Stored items

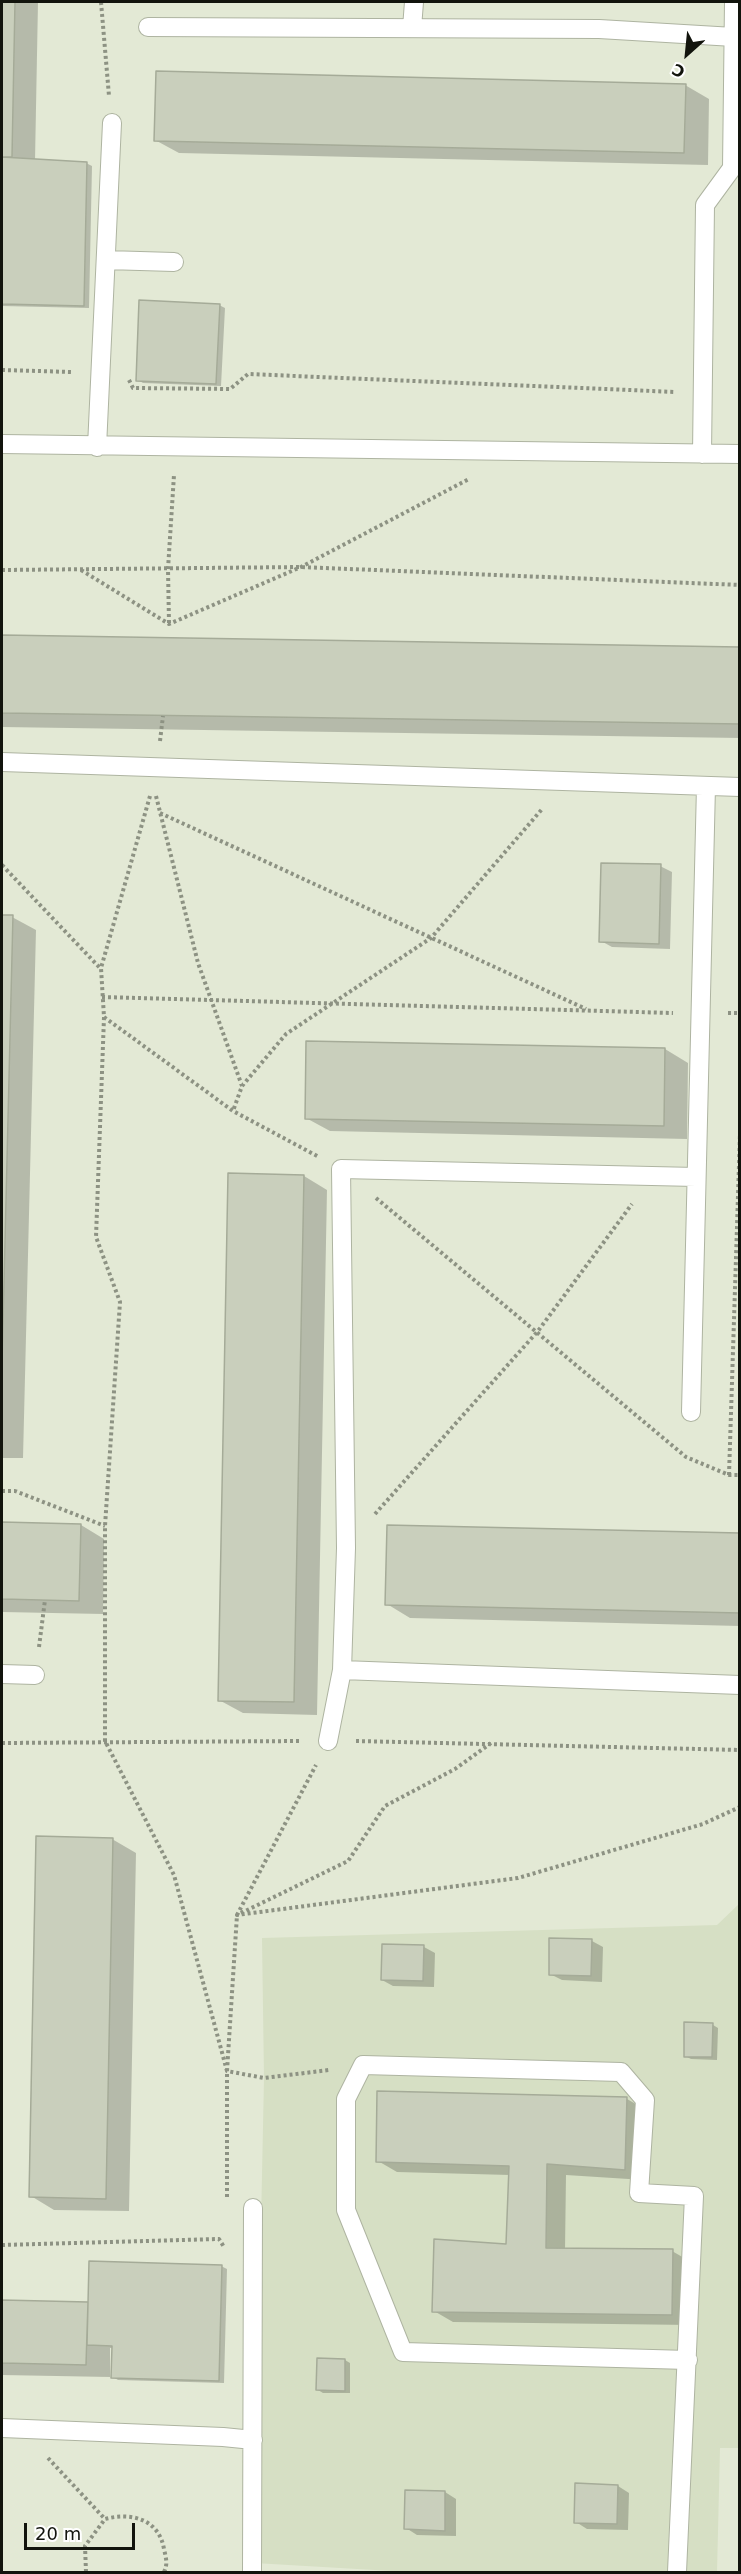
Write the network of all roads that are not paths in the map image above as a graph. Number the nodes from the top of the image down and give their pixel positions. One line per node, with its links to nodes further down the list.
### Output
1 (414, 2): 4 (lane)
2 (735, 2): 5 (lane)
3 (148, 27): 4 (lane)
4 (412, 28): 5 (lane)
5 (734, 37): 11 (lane)
6 (112, 123): 7 (lane)
7 (106, 260): 8 (lane); 10 (lane)
8 (174, 262)
9 (2, 444): 10 (lane)
10 (97, 447): 11 (lane)
11 (702, 454): 12 (lane)
12 (740, 454)
13 (2, 762): 14 (lane)
14 (706, 786): 15 (lane); 16 (lane)
15 (740, 788)
16 (696, 1177): 17 (lane); 18 (lane)
17 (692, 1412)
18 (342, 1670): 21 (lane); 22 (lane)
19 (2, 1674): 20 (lane)
20 (35, 1675)
21 (740, 1685)
22 (328, 1741)
23 (253, 2208): 26 (lane)
24 (688, 2360): 24 (lane); 28 (lane)
25 (2, 2428): 26 (lane)
26 (253, 2440): 27 (lane)
27 (252, 2572)
28 (677, 2572)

--- PROBLEM DETAILS ---
Write out the records above in full and exactly, with no pictures.

--- THE ANSWER ---
Write the network of all roads that are not paths in the map image above as a graph. Number the nodes from the top of the image down and give their pixel positions. One line per node, with its links to nodes further down the list.
### Output
1 (414, 2): 4 (lane)
2 (735, 2): 5 (lane)
3 (148, 27): 4 (lane)
4 (412, 28): 5 (lane)
5 (734, 37): 11 (lane)
6 (112, 123): 7 (lane)
7 (106, 260): 8 (lane); 10 (lane)
8 (174, 262)
9 (2, 444): 10 (lane)
10 (97, 447): 11 (lane)
11 (702, 454): 12 (lane)
12 (740, 454)
13 (2, 762): 14 (lane)
14 (706, 786): 15 (lane); 16 (lane)
15 (740, 788)
16 (696, 1177): 17 (lane); 18 (lane)
17 (692, 1412)
18 (342, 1670): 21 (lane); 22 (lane)
19 (2, 1674): 20 (lane)
20 (35, 1675)
21 (740, 1685)
22 (328, 1741)
23 (253, 2208): 26 (lane)
24 (688, 2360): 24 (lane); 28 (lane)
25 (2, 2428): 26 (lane)
26 (253, 2440): 27 (lane)
27 (252, 2572)
28 (677, 2572)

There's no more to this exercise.